Re-working it with as much as I can get my mind around in terms of the 'read' and 'exec' commands, with only the most modest looking about on coder/scripter bulletin-board sites etc., I still can't get it to split the data in the $tags variable.

It looks like my approach is all wrong. So what would be a more useful way to go about it, keeping in mind that I want to employ more (all, if possible) builtins and stay away from "/bin" externals.

BZT

pravin27 · May 6, 2011, 2:42am

Could this help you?

 echo 'example.jpg:QVC,honeywell-labs.com,COM,blah' | awk -F"[:,]" '{for(i=1;i<=NF;i++) { print "fld"i,"-",$i}}'

SilversleevesX · May 6, 2011, 6:56am

You might say I kind'a bailed. I decided since I was formatting the data to work with the older (and in Cygwin, slower) script, whether or not the lines had one delimiter or two didn't matter so much as getting the processing time down with the built-ins.
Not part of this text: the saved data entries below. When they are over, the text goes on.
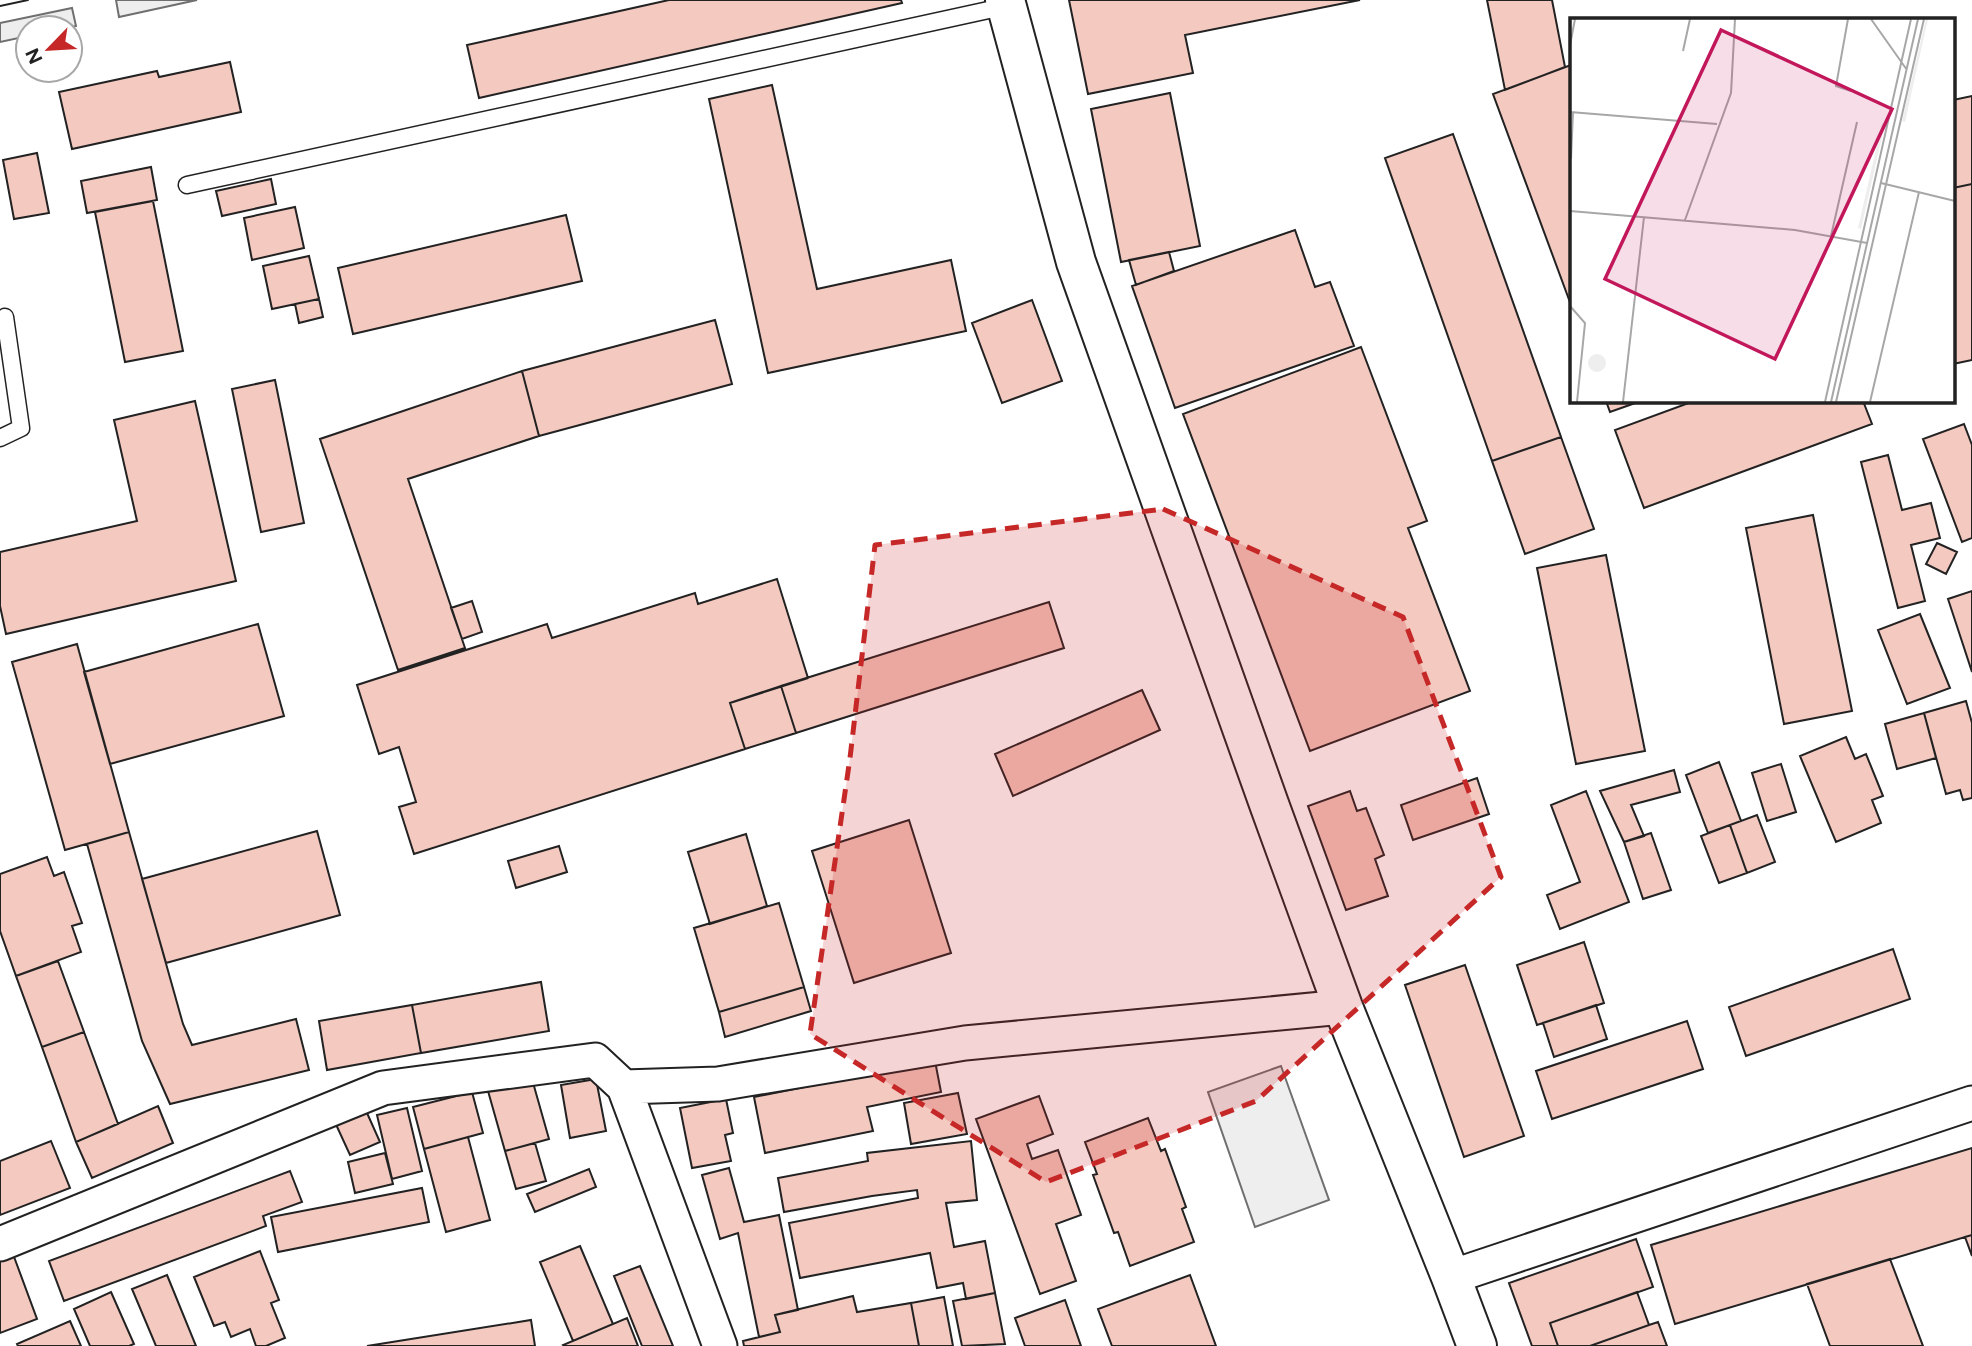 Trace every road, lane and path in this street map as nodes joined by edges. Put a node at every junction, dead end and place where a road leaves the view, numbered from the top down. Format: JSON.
{"nodes":[{"id":1,"x":1006,"y":3,"type":"edge"},
{"id":2,"x":187,"y":185,"type":"dead end"},
{"id":3,"x":5,"y":317,"type":"dead end"},
{"id":4,"x":0,"y":438,"type":"edge"},
{"id":5,"x":1343,"y":1007,"type":"junction"},
{"id":6,"x":624,"y":1087,"type":"junction"},
{"id":7,"x":1972,"y":1103,"type":"edge"},
{"id":8,"x":0,"y":1244,"type":"edge"},
{"id":9,"x":1451,"y":1277,"type":"junction"},
{"id":10,"x":720,"y":1346,"type":"edge"},
{"id":11,"x":1477,"y":1346,"type":"edge"}],
"edges":[{"from":1,"to":2,"type":"lane"},
{"from":1,"to":5,"type":"street"},
{"from":3,"to":4,"type":"lane"},
{"from":5,"to":6,"type":"street"},
{"from":5,"to":9,"type":"street"},
{"from":6,"to":8,"type":"street"},
{"from":6,"to":10,"type":"street"},
{"from":7,"to":9,"type":"street"},
{"from":9,"to":11,"type":"street"}]}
So I tried a similar string to the example I gave in my OP, removed one 'while IFS="" ' inside another while/do/done loop (with which I'd been trying to break up the $tags variable), and on the single delimiter -- this time a comma, though it could have just as easily been a colon or a carat (^) -- it ran as fast in Cygwin as the other one has always done in GNOME Terminal, give or take a few dozen ticks.

Which is OK with me.

The command string you suggested won't go to waste, though. I've found another old script that is also written to read text data delimited by two different bits of punctuation. I've got a slightly-faster version worked up now, but I think it could be made even zippier. I'll C&P your line and see if I can use it with this other script.

Thanks for the quick reply.

BZT